A Plastic Ocean

Encore Screening Announced

Join Florida Oceanographic Society for an encore screening of A Plastic Ocean at The Lyric Theatre in Stuart.
Friday, November 17th at 7pm
Tickets available for pick up starting on October 23rd at The Lyric Theatre's Box Office.
Thank you for attending our free screening of A Plastic Ocean, co-sponsored by the Treasure Coast Surfrider Foundation.
Below are a number of facts and resources for your continued education
 on plastic pollution and how to make a change. 

Plastic Pollution

Why is plastic a problem?

  • Plastic never goes away. It just breaks down into smaller pieces. Virtually every piece of plastic that has ever been produced still exists today in some form. Plastic debris can remain in the environment for longer than 2,000 years.
  • Many harmful chemicals leaching from plastic are oily and collect on petroleum-based plastic debris. When plastic breaks down into tiny pieces, these chemicals are consumed by marine animals and enter the food chain. Even tiny animals like plankton, the smallest creatures in the ocean, eat micro-plastics and absorb hazardous chemicals. Plastic is also a threat to human health, and nearly all humans have chemicals from plastic in their blood and tissues. Chemicals from plastics can also leach out of landfills into groundwater, and then enter lakes, rivers and oceans.
  • Plastic can entangle and endanger wildlife. Birds and other animals mistake plastics for food and feed it to their young. Some animals starve because their stomachs are full of plastic.
  • Only 8% of the 30 million tons of plastic Americans discard each year is recycled. The rest ends up in landfills, is burned, or enters the environment as litter.
  • New plastic is continually being produced. The weight of every man, woman and child on Earth is equaled by our plastic production every two years. The world produces 8 million metric tons of plastic marine debris every year.

Why should you skip the straw?

  • Americans use 500 million drinking straws every day. This equates to each person in the U.S. using about 38,000 straws between the ages of 5 and 65.
  • Although straws are small, their numbers add up to a large amount of waste – about 12 million pounds of plastic per year.
  • Straws end up on beaches and in the ocean where they can become a danger to wildlife, including Sea Turtles.

How can you reduce your plastic footprint?
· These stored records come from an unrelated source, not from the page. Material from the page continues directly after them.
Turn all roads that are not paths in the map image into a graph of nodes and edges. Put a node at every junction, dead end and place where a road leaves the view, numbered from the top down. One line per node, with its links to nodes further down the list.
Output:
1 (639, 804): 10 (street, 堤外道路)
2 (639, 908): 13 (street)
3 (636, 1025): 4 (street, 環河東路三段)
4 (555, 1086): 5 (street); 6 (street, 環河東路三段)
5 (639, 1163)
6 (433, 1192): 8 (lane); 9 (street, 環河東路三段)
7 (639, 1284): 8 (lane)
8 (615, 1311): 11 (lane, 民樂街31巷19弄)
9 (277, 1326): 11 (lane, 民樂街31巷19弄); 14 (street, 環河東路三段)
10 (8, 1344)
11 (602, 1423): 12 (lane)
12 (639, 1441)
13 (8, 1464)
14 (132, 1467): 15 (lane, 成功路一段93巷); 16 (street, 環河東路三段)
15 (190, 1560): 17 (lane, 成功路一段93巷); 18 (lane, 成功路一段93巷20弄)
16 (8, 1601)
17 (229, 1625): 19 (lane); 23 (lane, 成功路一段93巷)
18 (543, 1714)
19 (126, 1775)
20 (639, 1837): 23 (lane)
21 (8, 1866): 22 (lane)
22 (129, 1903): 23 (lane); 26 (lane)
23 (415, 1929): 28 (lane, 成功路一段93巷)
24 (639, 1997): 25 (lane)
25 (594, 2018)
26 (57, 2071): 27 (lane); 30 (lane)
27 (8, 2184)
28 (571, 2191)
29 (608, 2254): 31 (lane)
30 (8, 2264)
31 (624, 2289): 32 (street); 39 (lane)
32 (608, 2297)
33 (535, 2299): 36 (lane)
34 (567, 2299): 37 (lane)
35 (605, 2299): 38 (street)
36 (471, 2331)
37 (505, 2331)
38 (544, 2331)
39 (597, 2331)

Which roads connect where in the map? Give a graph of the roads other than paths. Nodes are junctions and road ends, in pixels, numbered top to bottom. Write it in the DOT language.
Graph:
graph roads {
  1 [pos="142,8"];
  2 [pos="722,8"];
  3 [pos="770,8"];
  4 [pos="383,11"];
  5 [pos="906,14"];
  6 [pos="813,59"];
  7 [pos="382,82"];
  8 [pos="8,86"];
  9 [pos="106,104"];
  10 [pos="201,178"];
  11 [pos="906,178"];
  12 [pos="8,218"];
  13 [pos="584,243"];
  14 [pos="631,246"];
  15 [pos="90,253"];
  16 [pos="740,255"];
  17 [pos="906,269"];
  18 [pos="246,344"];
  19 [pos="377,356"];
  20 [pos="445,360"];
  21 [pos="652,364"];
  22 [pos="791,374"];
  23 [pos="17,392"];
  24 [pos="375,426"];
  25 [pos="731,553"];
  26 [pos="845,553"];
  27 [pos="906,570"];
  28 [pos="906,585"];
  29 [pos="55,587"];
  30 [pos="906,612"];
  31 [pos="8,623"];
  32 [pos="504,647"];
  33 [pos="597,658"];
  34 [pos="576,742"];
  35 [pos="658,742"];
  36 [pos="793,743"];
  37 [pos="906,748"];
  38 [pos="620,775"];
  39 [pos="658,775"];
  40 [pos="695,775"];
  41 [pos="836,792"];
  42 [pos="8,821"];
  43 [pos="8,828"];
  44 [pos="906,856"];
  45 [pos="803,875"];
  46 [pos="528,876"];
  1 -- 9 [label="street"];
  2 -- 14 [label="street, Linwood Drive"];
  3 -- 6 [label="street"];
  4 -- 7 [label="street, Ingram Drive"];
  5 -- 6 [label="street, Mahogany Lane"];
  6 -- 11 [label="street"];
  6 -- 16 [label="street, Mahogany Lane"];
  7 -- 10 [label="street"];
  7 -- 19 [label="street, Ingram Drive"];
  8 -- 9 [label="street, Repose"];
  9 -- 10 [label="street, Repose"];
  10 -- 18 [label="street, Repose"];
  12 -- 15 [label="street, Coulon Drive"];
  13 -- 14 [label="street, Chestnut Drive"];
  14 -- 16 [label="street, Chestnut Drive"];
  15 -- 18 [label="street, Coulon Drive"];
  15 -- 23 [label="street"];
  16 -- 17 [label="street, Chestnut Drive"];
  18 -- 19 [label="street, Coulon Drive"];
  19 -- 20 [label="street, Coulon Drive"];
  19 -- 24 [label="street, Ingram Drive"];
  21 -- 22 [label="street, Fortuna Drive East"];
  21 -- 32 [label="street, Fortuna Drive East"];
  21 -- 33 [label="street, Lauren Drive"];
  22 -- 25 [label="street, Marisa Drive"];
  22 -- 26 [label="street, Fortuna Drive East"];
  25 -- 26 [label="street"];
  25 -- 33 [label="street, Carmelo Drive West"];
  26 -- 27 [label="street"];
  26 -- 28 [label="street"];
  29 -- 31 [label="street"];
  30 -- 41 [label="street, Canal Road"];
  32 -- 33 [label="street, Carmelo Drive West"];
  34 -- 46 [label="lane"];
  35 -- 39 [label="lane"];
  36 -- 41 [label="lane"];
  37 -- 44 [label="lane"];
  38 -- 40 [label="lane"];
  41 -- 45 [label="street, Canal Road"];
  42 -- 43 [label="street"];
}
  • Refuse single-use plastics.
  • Bring a reusable shopping bag with you to the store.
  • Give up bottled water. Instead, fill a stainless steel water bottle with filtered water at home.
    Did you know that for every six water bottles we use, only one makes it to the recycling bin?
  • Stop using straws. If you must use a straw, purchase one that can be reused.
  • Use a travel mug when ordering to-go coffee.
  • Try to avoid purchasing products packaged in plastic. Buy in bulk to cut down on packaging.
  • Take your own containers and utensils to lunch, to shops and for restaurant leftovers.
  • Reuse materials. Repurpose plastic items to keep them out of the waste stream.
  • If you need to buy a plastic item, find one at a second-hand store instead of purchasing it new.
  • Clean up the beach and clean up your community. Less plastic on land means less plastic in the ocean.
  • Recycle properly.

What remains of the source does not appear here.